人生的意义,有人费尽一生去追寻,结果到死都是毫无所获,而有人却突然被意义本身选中,当鲁迅先生留学日本回国后发现底层的人民的麻木,总结出中国落后的根本原因在于思想,先生便认识到医术只能拯救人的身体,文学才能医治人的思想,他想利用文学的力量去改变中国的国民性。

一种巨大又无形的历史使命压在他枯瘦的双肩上,他背负着国民的麻木与冷漠,行走在暗黑无声的冬夜里,他沉痛的观望着一个时代的命运,这汹涌而来的时代洪流席卷着每一个活着的中国人,动荡的年代,落后的“羊群”,十几头恶狼撕咬着疲惫不堪的中国,还有希望吗?先生是否也在夜里询问过自己:还有希望吗?

但先生却没有盼望着奇迹,他要自身作为希望,他在《热风》中写道:“愿中国青年都摆脱冷气,只是向上走,不必听自暴自弃者流的话。
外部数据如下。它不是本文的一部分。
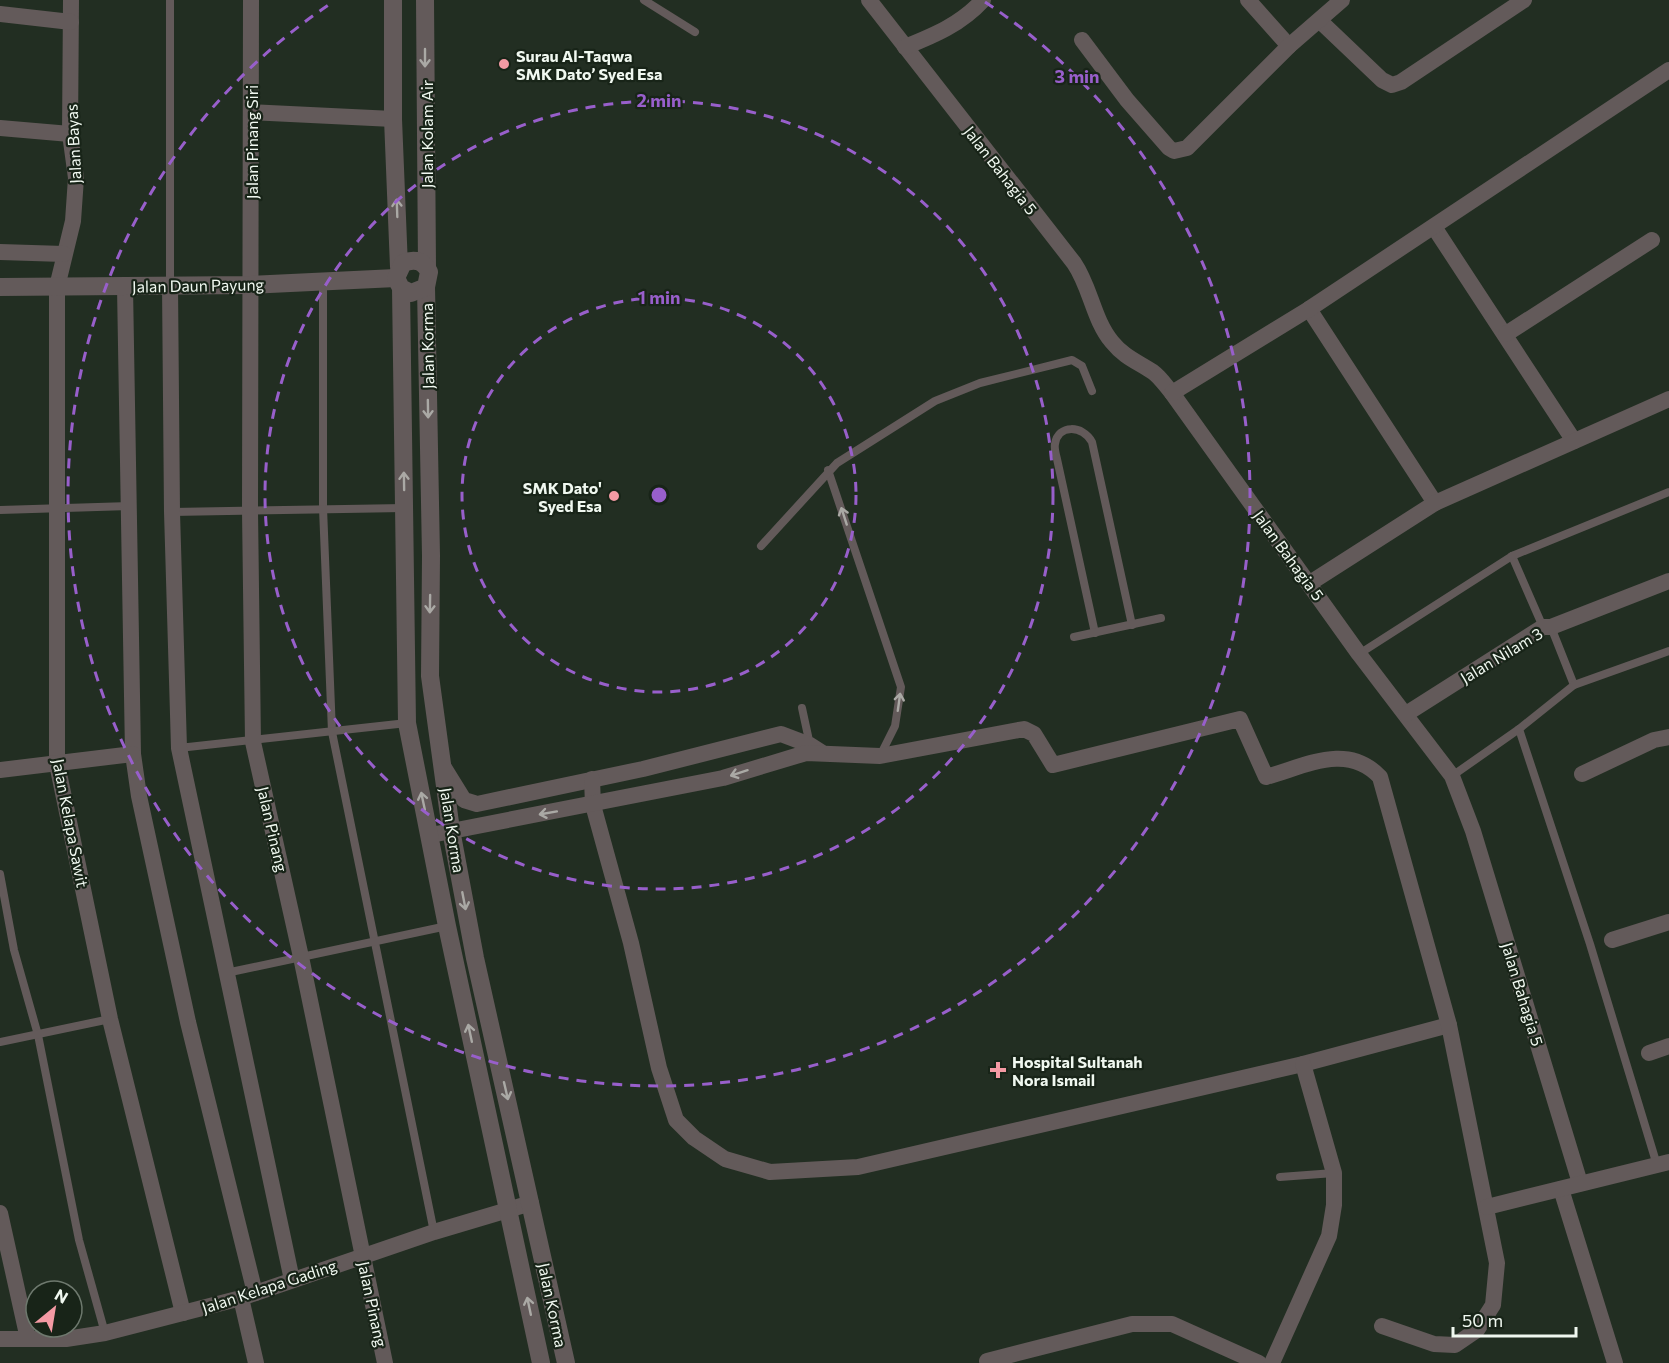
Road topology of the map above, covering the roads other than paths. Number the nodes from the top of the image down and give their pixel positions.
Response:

能做事的做事,能发声的发声。有一分热,发一分光,就令萤火一般,也可以在黑暗里发一点光,不必等候炬火。此后如竟没有炬火,我便是唯一的光……”

先生的话,句句醍醐灌顶。作自己的光,不必去追寻什么希望之光,活自己的意义,而不必去找寻什么有价值的意义。

生命是一个漫长的过程,一个只有自己全程参与的过程;世界是一个巨大的过程,一个万物共存的过程。

这种不可描述的过程,便补充了生命,那人生的意义便落脚在每一个过程中,落脚在脉搏的每一次跳动中。